* _WHAT TO DO_: Whenever a line of the records below contains the word "Столярная", copy that line.
[Opening DATA RECORDS section]
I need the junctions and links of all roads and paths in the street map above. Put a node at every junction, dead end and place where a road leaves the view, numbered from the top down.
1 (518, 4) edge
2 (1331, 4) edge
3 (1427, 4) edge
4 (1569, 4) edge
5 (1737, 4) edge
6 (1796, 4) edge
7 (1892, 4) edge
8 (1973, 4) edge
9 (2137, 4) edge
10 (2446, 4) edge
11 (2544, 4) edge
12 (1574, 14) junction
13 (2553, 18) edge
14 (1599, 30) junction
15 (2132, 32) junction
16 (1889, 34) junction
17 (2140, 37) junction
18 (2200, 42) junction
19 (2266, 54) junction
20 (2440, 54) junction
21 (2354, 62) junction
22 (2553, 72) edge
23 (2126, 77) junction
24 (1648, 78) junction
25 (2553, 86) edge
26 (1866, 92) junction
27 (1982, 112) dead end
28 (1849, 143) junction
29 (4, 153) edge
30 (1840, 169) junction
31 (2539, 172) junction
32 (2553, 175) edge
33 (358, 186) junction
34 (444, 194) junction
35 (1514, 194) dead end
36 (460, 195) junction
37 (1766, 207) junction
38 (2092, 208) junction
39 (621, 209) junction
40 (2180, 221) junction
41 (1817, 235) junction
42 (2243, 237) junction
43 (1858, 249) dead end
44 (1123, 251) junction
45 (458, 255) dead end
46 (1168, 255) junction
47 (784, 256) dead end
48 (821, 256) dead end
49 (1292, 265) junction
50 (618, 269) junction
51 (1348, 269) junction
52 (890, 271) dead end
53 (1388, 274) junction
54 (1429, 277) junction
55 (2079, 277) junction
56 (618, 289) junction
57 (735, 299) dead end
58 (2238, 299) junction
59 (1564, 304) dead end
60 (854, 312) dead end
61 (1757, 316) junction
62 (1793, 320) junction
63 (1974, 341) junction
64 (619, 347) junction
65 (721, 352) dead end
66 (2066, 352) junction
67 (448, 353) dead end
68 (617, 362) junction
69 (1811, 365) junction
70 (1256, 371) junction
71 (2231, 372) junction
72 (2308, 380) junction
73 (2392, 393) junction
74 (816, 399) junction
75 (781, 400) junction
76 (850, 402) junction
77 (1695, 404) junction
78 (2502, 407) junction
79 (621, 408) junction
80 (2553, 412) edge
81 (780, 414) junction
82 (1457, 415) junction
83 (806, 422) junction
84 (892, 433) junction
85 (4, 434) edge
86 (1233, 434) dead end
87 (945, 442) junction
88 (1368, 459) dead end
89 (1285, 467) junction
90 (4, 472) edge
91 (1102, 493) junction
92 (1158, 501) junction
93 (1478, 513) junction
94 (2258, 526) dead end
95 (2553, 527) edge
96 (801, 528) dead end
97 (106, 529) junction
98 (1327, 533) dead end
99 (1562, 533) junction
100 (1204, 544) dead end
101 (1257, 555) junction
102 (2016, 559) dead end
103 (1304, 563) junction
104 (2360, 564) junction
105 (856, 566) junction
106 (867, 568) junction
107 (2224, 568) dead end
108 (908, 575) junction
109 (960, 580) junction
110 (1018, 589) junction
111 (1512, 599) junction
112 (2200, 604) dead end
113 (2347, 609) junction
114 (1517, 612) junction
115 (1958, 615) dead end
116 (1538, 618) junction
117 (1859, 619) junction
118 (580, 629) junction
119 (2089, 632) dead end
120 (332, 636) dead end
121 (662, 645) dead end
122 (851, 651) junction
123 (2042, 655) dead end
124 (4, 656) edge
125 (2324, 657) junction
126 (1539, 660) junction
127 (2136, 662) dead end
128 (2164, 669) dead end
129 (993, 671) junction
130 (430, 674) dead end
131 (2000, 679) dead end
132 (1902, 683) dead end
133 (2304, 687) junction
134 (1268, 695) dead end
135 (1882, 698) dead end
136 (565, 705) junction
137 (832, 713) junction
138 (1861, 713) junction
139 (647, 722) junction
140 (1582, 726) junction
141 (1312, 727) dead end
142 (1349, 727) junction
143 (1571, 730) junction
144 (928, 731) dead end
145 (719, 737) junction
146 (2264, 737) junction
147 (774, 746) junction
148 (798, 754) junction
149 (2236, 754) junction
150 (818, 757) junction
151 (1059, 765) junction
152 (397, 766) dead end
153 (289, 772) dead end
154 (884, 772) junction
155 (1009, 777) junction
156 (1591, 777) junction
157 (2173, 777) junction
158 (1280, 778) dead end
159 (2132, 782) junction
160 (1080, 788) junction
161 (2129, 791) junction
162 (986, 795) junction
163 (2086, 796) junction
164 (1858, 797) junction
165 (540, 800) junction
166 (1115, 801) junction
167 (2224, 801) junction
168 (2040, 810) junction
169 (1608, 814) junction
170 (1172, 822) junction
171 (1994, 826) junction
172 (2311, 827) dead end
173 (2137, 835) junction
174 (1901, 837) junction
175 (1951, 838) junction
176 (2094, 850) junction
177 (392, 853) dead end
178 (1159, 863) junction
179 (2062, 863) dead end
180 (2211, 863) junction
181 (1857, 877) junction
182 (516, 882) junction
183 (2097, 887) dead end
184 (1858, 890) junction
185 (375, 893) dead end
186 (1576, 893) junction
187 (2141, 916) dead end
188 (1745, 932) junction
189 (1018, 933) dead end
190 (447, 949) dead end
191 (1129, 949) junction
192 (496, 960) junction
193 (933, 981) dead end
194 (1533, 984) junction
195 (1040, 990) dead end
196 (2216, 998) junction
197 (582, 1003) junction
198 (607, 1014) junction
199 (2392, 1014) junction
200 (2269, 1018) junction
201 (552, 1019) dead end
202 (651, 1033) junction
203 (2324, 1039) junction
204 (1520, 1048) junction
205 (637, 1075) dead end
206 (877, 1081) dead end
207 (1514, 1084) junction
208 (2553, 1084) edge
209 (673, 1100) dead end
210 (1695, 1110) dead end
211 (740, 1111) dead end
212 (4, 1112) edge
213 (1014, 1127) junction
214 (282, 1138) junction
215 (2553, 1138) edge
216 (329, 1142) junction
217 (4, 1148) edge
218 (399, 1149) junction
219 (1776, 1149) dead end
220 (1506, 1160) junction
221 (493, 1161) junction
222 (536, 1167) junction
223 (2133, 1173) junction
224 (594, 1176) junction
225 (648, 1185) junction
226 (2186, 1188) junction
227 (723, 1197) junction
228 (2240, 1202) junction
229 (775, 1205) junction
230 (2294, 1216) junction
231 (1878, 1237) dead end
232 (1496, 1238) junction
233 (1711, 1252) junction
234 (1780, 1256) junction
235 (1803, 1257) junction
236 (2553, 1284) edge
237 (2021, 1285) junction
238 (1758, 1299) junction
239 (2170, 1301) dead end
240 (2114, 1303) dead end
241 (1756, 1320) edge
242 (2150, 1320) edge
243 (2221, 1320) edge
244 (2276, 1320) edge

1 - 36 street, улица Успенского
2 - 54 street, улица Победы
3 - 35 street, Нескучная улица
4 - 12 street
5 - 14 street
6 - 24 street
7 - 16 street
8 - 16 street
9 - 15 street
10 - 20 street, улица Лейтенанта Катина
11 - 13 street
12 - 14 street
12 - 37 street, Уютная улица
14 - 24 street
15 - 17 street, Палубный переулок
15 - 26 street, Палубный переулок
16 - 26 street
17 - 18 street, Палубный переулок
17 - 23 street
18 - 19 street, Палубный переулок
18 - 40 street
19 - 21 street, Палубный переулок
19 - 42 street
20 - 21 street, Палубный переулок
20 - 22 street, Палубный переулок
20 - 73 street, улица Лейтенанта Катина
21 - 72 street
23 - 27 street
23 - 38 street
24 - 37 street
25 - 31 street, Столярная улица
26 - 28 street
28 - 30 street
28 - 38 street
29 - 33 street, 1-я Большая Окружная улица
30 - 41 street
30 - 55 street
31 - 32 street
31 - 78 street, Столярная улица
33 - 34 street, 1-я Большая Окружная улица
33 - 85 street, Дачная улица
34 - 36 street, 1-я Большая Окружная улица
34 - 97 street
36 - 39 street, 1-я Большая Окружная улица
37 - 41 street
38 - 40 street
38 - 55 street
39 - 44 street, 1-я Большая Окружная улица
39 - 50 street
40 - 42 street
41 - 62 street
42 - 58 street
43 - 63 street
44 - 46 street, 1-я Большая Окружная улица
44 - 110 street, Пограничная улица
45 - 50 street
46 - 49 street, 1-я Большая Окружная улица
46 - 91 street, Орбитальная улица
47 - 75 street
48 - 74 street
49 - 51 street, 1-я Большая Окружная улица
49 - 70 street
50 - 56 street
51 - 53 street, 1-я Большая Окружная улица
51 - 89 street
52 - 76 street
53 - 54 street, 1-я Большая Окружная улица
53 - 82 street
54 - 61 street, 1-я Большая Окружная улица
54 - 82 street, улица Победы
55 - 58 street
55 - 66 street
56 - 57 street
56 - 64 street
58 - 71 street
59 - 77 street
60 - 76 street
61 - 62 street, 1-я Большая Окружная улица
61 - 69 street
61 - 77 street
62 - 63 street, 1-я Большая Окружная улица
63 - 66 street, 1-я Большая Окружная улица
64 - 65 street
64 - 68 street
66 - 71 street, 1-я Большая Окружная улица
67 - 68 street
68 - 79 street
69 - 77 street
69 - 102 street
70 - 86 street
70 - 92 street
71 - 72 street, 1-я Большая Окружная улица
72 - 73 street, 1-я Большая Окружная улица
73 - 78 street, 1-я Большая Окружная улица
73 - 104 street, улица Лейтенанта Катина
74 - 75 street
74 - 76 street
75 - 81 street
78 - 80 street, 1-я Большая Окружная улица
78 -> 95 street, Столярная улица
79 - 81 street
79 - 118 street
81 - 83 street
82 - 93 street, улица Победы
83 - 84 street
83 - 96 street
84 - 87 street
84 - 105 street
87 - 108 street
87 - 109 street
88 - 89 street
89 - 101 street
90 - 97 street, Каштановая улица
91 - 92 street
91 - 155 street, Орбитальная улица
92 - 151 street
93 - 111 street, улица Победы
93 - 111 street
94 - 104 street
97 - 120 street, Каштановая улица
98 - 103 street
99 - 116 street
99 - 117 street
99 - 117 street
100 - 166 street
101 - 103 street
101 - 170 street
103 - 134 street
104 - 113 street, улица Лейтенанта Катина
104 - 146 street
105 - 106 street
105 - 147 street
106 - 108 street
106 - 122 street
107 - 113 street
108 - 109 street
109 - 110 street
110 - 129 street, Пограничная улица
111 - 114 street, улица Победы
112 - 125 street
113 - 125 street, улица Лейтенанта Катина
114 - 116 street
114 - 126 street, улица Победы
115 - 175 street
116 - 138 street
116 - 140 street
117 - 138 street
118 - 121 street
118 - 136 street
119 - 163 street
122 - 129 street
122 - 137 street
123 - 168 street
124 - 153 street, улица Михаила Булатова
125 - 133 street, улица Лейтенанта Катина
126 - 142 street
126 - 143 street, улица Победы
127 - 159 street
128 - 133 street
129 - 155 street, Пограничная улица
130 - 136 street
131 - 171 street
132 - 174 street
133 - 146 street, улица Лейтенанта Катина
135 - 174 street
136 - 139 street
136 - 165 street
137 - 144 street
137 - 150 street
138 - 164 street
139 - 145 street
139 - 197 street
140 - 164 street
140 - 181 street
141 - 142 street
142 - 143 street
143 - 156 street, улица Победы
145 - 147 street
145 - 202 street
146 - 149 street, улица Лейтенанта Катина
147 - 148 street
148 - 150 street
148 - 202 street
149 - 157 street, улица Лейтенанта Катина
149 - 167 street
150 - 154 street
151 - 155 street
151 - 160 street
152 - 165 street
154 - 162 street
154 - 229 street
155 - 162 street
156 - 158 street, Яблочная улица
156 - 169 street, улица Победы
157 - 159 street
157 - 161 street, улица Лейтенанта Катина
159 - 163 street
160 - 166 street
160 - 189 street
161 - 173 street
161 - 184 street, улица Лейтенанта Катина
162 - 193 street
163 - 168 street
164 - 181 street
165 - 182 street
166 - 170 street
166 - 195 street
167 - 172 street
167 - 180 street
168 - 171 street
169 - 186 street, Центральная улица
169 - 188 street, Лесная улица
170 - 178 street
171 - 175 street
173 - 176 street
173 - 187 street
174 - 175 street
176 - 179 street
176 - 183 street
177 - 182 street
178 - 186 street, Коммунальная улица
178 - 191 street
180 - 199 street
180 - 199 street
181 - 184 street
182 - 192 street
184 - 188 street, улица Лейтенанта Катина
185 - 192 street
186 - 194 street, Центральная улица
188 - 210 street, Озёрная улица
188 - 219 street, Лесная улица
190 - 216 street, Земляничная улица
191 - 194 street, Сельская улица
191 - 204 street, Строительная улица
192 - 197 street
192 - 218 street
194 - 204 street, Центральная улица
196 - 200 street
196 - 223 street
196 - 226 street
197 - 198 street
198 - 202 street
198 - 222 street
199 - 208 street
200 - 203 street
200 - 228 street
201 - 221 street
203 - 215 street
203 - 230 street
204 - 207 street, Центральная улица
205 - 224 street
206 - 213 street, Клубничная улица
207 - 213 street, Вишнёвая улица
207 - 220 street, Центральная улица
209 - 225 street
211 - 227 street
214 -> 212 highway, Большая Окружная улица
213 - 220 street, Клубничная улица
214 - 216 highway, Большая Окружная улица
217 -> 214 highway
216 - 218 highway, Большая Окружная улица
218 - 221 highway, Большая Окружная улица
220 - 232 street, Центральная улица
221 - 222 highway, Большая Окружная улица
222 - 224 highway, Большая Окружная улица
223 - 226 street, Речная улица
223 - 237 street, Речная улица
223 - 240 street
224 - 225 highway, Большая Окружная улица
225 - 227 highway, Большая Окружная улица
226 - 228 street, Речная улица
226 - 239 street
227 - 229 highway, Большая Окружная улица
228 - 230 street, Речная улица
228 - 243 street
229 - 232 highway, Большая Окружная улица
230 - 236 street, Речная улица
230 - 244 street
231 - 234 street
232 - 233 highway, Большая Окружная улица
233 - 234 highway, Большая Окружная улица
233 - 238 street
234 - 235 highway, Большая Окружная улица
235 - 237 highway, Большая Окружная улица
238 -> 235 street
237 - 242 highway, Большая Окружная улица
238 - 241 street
[Closing DATA RECORDS section]
* _RESPONSE TO THE TASK_:
25 - 31 street, Столярная улица
31 - 78 street, Столярная улица
78 -> 95 street, Столярная улица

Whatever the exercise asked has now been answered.